Q&A with Brian Chung
Is orthokeratology widely available in Singapore?
More optometrists are starting to offer it, but most of them use mass-produced lenses. For whatever reason, Singapore ophthalmologists tend not to offer it. That’s despite extensive research – showing good results – published in many established scientific journals.
Who is orthokeratology for?
Anyone who wants corrected vision that doesn’t involve surgery, glasses or daytime contact lenses. In fact, it’s suitable for a surprisingly wide range of subjects of all ages and stages of vision impairment.
Usually, the mass-manufactured lenses are limited with regard to the severity of myopia they can treat, for example, up to -5.00 diopters.
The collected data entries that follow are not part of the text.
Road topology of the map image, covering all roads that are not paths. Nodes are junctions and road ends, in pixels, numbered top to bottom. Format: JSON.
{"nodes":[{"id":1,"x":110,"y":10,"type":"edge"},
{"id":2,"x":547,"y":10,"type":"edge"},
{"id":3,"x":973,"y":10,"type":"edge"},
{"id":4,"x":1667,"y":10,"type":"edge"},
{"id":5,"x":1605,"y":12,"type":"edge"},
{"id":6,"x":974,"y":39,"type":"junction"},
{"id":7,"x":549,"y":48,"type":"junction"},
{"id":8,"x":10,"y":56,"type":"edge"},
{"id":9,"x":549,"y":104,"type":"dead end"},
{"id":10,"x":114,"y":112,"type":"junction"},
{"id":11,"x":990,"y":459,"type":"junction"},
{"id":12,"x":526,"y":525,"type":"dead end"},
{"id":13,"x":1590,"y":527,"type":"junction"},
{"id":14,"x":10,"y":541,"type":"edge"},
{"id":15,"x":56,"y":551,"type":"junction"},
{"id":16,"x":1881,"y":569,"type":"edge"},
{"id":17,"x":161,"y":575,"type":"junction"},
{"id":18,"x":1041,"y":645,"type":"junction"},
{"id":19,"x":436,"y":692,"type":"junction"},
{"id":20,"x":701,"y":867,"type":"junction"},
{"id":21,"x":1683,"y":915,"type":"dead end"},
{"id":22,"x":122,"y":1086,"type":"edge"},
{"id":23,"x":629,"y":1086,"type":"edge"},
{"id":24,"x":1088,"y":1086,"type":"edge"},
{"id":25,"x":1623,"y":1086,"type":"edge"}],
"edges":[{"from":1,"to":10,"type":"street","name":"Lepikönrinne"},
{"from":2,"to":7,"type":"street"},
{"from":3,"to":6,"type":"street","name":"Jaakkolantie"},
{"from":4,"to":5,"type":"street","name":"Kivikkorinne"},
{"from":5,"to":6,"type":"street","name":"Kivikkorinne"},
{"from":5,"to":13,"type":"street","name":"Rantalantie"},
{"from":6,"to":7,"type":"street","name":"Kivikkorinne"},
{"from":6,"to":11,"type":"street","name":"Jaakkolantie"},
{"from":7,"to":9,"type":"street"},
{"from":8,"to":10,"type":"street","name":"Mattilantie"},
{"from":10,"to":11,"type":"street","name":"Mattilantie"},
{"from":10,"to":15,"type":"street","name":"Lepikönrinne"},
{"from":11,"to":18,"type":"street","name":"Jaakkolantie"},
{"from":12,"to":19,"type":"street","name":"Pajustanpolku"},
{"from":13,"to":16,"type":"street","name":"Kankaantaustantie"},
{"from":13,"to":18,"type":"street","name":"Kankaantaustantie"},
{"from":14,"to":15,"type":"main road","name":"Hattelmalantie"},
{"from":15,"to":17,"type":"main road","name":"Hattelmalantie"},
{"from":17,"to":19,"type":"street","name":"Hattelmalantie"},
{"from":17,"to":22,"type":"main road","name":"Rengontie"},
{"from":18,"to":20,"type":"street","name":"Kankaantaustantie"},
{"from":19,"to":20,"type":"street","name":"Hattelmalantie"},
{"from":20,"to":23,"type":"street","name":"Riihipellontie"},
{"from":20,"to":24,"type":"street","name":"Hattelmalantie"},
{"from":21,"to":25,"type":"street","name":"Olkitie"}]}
But with our fully customised ortho-k treatment, we craft lenses that have successfully corrected up to -12.00 of myopia and -6.00 of astigmatism.
Apart from preventing most myopia cases from worsening, have you seen cases where ortho-k actually reverses nearsightedness?
Yes, but only a handful. Imagine a bell curve: a few achieve long-term myopia improvement, and a few continue to deteriorate.
Can ortho-k be used for someone who, like me, previously underwent LASIK surgery and is now developing presbyopia?
Yes, you could be a candidate. But only for the fully customised ortho-k that we offer, because we build the lenses according to your corneal shape.
There’s no upper age limit for ortho-k, but the objective is totally different. For children, we aim for both myopia control and vision correction; for adults, only vision correction. When you add presbyopia into the equation it gets more tricky, but it still can be done.
Your work sounds so rewarding – is it?
It definitely is! I have friends living with -10.00 diopters of myopia, just because their parents didn’t know it could be controlled. So, helping children to prevent that is highly satisfying!